Optimization terminated successfully.
         Current function value: 1.677637
         Iterations 7


0,1,2,3
Dep. Variable:,numbabes,No. Observations:,9148.0
Model:,Poisson,Df Residuals:,9140.0
Method:,MLE,Df Model:,7.0
Date:,"Sun, 31 Jul 2016",Pseudo R-squ.:,0.03665
Time:,22:08:04,Log-Likelihood:,-15347.0
converged:,True,LL-Null:,-15931.0
,,LLR p-value:,6.721e-248

0,1,2,3,4,5
,coef,std err,z,P>|z|,[95.0% Conf. Int.]
Intercept,-3.2731,0.719,-4.551,0.000,-4.683 -1.863
C(race)[T.2],-0.1403,0.014,-9.683,0.000,-0.169 -0.112
C(race)[T.3],-0.0959,0.024,-3.957,0.000,-0.143 -0.048
age_r,0.3744,0.069,5.433,0.000,0.239 0.510
age2,-0.0090,0.002,-4.158,0.000,-0.013 -0.005
age3,7.12e-05,2.2e-05,3.237,0.001,2.81e-05 0.000
totincr,-0.0185,0.002,-9.858,0.000,-0.022 -0.015
educat,-0.0463,0.003,-15.988,0.000,-0.052 -0.041


Now we can predict the number of children for a woman who is 35 years old, black, and a college
graduate whose annual household income exceeds $75,000

In [14]:
import pandas
columns = ['age_r', 'age2', 'age3', 'race', 'totincr', 'educat']
new = pandas.DataFrame([[35, 35**2, 35**3, 1, 14, 16]], columns=columns)
results.predict(new)

array([ 2.47393019])

To predict marital status, here is the best model I found:

In [15]:
formula='rmarital ~ age_r + age2 + C(race) + totincr + educat'
model = smf.mnlogit(formula, data=join)
results = model.fit()
results.summary() 

  endog_dummies = get_dummies(endog.icol(0))


Optimization terminated successfully.
         Current function value: 1.092083
         Iterations 8


0,1,2,3
Dep. Variable:,rmarital,No.

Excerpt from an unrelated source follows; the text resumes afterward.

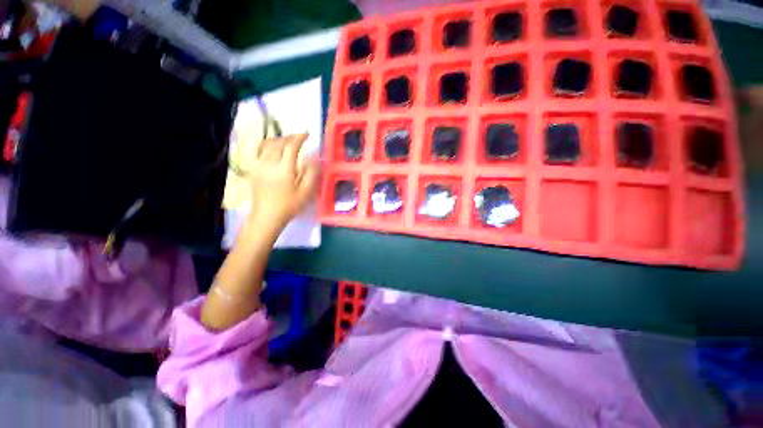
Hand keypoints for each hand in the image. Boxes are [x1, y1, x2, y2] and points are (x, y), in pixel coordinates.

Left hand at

Observations:,9148.0
Model:,MNLogit,Df Residuals:,9113.0
Method:,MLE,Df Model:,30.0
Date:,"Sun, 31 Jul 2016",Pseudo R-squ.:,0.1661
Time:,22:08:04,Log-Likelihood:,-9990.4
converged:,True,LL-Null:,-11981.0
,,LLR p-value:,0.0

rmarital=2,coef,std err,z,P>|z|,[95.0% Conf. Int.]
Intercept,8.9153,0.792,11.251,0.000,7.362 10.468
C(race)[T.2],-0.9260,0.087,-10.705,0.000,-1.096 -0.756
C(race)[T.3],-0.6335,0.133,-4.747,0.000,-0.895 -0.372
age_r,-0.3567,0.050,-7.132,0.000,-0.455 -0.259
age2,0.0047,0.001,6.054,0.000,0.003 0.006
totincr,-0.1301,0.011,-11.475,0.000,-0.152 -0.108
educat,-0.1940,0.018,-10.534,0.000,-0.230 -0.158
rmarital=3,coef,std err,z,P>|z|,[95.0% Conf. Int.]
Intercept,2.9927,2.970,1.007,0.314,-2.829 8.815
C(race)[T.2],-0.3963,0.235,-1.685,0.092,-0.857 0.065


And here is the prediction for a woman who is 25 years old, white, and a high
school graduate whose annual household income is about $45,000.

In [16]:
columns = ['age_r', 'age2', 'race', 'totincr', 'educat']
new = pandas.DataFrame([[25, 25**2, 2, 11, 12]], columns=columns)
results.predict(new)

array([[ 0.74568869,  0.12829132,  0.0016241 ,  0.03280099,  0.02188668,
         0.06970823]])

So this person has a 75% chance of being currently married, a 13% chance of being "not married but living with opposite sex partner", etc.